Most traffic in Mode A was prefix-frozen (the CacheAligner locks prior turns to protect cache hits). To isolate model quality from caching, we ran Mode B with prefix freeze disabled. Mode B confirms the directional result: v6 is more conservative than v4 on agent content.
What happened
Training on agent-pattern data shifted the model toward keeping more tokens on structured technical content. This was the intended direction — the old model was probably too aggressive on paths and identifiers — but the magnitude surprised us.
A few possible explanations:
-
The synthetic references are conservative by design. The generators preserve every must-keep token, producing references with high keep_rate. The model learned to match that distribution.
-
No self-labeling means no compression pressure. v4's training used v3-compressed references (ratio ≥ 1.2). v6's agent training used generator references at exactly the generator ratio — never pushing the model to be more aggressive.
-
5k total pairs may not be enough to override the 149M parameter prior.

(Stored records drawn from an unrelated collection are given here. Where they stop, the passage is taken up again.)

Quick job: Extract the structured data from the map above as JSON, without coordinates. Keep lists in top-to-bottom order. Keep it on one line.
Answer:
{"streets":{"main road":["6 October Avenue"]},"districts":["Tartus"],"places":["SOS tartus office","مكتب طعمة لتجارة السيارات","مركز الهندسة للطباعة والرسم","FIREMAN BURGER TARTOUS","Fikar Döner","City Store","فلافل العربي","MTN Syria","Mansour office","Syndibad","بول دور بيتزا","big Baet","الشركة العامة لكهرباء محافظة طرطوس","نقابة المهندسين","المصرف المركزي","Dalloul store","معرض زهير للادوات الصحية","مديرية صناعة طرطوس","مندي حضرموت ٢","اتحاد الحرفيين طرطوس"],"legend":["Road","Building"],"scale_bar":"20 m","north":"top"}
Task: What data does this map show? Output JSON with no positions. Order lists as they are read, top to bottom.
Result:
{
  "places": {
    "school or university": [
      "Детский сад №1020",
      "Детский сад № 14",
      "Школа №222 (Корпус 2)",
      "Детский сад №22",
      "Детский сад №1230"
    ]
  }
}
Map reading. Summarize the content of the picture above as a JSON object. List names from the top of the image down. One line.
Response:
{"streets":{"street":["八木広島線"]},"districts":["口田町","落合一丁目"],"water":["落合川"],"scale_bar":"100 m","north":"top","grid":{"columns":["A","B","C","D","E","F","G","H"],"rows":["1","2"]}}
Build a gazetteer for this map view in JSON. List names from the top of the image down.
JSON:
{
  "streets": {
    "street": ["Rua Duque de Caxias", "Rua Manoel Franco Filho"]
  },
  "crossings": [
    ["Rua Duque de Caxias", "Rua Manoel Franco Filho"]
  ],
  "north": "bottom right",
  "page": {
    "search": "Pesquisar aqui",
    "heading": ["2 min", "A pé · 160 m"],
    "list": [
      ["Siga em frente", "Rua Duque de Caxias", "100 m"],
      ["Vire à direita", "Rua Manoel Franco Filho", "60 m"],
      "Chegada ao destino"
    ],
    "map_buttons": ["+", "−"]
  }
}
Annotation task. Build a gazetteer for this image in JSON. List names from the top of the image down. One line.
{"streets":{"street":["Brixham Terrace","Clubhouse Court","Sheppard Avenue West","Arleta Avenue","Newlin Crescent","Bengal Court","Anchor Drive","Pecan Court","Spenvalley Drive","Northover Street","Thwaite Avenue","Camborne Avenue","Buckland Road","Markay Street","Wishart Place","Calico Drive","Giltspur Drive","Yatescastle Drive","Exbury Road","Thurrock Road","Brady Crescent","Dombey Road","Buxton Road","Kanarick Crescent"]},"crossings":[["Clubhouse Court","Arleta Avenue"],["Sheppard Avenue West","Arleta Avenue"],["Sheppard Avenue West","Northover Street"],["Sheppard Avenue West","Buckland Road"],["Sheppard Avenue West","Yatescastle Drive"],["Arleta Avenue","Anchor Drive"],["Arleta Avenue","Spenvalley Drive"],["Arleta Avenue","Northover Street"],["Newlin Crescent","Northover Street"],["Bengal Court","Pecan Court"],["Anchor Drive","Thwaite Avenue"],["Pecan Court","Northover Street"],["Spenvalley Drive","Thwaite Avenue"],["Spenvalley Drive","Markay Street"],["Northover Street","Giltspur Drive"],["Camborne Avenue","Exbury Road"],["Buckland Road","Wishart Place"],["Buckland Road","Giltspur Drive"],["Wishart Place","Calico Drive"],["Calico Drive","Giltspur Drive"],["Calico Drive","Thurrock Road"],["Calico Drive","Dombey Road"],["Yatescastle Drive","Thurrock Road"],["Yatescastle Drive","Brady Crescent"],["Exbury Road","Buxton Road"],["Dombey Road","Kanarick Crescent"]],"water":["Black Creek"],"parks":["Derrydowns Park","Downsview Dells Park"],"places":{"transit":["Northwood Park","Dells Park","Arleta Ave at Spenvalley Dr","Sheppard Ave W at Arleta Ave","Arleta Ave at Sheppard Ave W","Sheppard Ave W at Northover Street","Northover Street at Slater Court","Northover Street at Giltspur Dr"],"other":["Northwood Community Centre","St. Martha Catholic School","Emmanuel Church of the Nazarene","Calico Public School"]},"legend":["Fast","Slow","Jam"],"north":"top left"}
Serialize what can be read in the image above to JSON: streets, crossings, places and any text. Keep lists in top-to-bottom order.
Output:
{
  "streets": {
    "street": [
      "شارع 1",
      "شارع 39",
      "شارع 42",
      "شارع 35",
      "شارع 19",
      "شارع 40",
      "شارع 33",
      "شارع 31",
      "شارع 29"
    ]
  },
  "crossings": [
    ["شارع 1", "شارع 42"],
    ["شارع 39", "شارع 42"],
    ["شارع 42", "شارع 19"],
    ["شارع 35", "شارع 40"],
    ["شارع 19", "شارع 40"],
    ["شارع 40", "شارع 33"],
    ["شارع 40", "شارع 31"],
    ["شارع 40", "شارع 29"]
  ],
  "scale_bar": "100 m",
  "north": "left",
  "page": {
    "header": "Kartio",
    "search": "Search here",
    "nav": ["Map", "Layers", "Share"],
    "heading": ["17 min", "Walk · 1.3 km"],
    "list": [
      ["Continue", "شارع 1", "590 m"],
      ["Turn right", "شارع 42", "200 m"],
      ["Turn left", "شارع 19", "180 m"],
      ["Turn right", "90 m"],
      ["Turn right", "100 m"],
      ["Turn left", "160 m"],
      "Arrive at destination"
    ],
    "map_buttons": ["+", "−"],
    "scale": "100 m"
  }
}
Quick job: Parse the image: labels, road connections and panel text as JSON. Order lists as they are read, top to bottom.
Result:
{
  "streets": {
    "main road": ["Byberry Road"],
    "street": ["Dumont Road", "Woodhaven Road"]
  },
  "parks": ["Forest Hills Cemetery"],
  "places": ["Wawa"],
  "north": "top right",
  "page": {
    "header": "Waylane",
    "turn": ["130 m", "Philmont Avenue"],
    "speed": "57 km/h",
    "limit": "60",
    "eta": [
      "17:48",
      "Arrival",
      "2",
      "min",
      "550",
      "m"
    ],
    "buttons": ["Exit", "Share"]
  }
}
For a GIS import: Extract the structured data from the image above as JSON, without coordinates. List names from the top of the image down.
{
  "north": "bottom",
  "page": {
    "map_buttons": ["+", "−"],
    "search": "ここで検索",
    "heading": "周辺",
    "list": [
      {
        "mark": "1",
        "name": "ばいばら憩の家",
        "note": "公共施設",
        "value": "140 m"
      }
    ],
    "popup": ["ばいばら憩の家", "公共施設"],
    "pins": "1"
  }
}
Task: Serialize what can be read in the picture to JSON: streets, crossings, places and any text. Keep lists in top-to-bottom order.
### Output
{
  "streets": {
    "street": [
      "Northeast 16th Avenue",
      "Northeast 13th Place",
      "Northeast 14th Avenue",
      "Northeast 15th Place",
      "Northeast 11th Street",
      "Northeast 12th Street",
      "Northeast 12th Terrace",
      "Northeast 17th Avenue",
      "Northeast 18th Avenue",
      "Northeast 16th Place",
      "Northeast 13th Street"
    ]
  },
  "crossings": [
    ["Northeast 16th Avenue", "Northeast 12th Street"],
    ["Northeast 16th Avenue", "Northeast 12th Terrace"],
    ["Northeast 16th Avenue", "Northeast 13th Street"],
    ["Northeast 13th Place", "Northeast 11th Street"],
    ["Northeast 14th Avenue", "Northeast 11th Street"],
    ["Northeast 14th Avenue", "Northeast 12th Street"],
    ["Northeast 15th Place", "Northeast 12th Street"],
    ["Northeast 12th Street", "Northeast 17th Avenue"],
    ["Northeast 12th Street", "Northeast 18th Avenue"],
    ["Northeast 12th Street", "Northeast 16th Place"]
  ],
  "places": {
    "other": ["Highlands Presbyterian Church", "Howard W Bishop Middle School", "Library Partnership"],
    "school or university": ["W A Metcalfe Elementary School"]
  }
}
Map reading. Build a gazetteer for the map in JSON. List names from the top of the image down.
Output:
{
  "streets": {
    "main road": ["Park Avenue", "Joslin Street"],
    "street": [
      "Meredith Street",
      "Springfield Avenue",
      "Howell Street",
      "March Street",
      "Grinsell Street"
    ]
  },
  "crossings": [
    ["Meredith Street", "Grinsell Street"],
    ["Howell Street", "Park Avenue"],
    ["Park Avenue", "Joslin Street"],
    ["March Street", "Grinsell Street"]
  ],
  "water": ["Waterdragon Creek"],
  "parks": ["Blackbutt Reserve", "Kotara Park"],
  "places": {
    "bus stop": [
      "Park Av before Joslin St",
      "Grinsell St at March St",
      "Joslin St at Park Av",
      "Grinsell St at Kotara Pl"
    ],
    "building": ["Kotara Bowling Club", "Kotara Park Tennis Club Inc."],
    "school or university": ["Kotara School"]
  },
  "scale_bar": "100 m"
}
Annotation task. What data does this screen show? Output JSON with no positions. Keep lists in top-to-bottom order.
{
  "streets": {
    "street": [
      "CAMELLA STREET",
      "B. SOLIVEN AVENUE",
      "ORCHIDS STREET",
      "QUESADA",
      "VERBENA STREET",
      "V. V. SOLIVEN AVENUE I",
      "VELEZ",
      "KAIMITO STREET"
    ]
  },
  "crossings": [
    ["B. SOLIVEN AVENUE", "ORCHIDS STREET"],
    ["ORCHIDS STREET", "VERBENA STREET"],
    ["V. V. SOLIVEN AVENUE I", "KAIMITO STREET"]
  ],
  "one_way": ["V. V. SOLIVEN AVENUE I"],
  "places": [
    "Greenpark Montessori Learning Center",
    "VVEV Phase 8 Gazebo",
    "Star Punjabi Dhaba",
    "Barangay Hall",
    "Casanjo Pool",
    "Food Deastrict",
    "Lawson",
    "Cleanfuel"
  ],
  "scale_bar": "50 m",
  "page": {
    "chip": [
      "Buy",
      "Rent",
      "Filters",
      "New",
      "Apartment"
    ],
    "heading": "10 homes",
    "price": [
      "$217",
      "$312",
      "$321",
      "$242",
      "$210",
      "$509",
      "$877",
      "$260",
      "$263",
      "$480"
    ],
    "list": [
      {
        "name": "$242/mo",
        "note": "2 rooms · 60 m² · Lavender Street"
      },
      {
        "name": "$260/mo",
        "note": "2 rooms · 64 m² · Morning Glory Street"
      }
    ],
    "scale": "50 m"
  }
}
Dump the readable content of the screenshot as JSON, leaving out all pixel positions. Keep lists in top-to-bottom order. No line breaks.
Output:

The existing 2,003 generic pairs from alpaca may be pulling the model toward their compression patterns, while the 3,000 agent pairs shift the distribution but don't dominate it.
What's next
Domain routing (free, no training). Instead of one threshold for all content types, use per-domain thresholds: lower for structured output (code, logs, JSON where must-keep density is high), higher for prose. No retraining required.
C3 self-distillation (real data). Enable log_full_messages: true in headroom for one focused session, collect actual tool outputs, verify mk_in_ref on real messages, and train v7 on them. The synthetic generators approximate the distribution; real logs would close the remaining gap.
Fix the self-labeling tokenizer mismatch. The subword override failure is fixable: instead of checking individual subtokens, decode a sliding window of 2-3 tokens and check the combined string against _MUST_KEEP_RE. This would let us self-label agent data with v6 and potentially produce a more compression-aggressive v7 while maintaining must-keep coverage.
Models: PeetPedro/kompress-v4 and PeetPedro/kompress-v6 on HuggingFace. Training code: ultrawhale. Compression proxy: headroom.